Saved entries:
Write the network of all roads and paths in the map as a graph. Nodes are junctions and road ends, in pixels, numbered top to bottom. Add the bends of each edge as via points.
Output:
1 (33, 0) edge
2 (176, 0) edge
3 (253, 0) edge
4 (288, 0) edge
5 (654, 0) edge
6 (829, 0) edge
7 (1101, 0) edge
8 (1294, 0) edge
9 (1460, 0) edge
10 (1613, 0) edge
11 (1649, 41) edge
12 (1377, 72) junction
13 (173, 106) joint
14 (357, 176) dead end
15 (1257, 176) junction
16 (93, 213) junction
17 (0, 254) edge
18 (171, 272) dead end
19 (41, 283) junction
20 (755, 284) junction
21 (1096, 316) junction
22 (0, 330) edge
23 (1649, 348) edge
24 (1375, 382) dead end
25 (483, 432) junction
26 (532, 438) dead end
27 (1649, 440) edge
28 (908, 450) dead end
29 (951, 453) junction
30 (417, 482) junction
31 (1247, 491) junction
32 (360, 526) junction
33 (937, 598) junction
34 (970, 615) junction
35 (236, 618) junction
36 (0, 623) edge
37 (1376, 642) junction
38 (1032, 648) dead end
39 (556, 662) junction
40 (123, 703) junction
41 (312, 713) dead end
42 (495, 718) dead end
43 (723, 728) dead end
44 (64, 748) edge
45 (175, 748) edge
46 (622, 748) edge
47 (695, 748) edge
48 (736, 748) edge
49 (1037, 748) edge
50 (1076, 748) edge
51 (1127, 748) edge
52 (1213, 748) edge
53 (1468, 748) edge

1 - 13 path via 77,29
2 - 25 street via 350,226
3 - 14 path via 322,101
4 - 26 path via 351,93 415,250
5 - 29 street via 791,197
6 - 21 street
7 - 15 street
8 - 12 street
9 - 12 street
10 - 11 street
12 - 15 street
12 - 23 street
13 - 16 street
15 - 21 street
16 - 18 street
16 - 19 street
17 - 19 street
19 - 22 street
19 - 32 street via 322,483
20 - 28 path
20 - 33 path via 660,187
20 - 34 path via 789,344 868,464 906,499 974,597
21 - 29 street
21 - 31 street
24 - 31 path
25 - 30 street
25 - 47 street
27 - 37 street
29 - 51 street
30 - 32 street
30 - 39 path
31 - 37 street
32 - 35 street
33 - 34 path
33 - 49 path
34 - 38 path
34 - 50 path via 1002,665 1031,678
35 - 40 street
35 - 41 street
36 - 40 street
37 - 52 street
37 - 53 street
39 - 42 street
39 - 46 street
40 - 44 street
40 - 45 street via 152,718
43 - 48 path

→ WHAT THE TASK REQUIRES
When a line above includes the word "dead", please list that line.

→ WRITTEN ANSWER
14 (357, 176) dead end
18 (171, 272) dead end
24 (1375, 382) dead end
26 (532, 438) dead end
28 (908, 450) dead end
38 (1032, 648) dead end
41 (312, 713) dead end
42 (495, 718) dead end
43 (723, 728) dead end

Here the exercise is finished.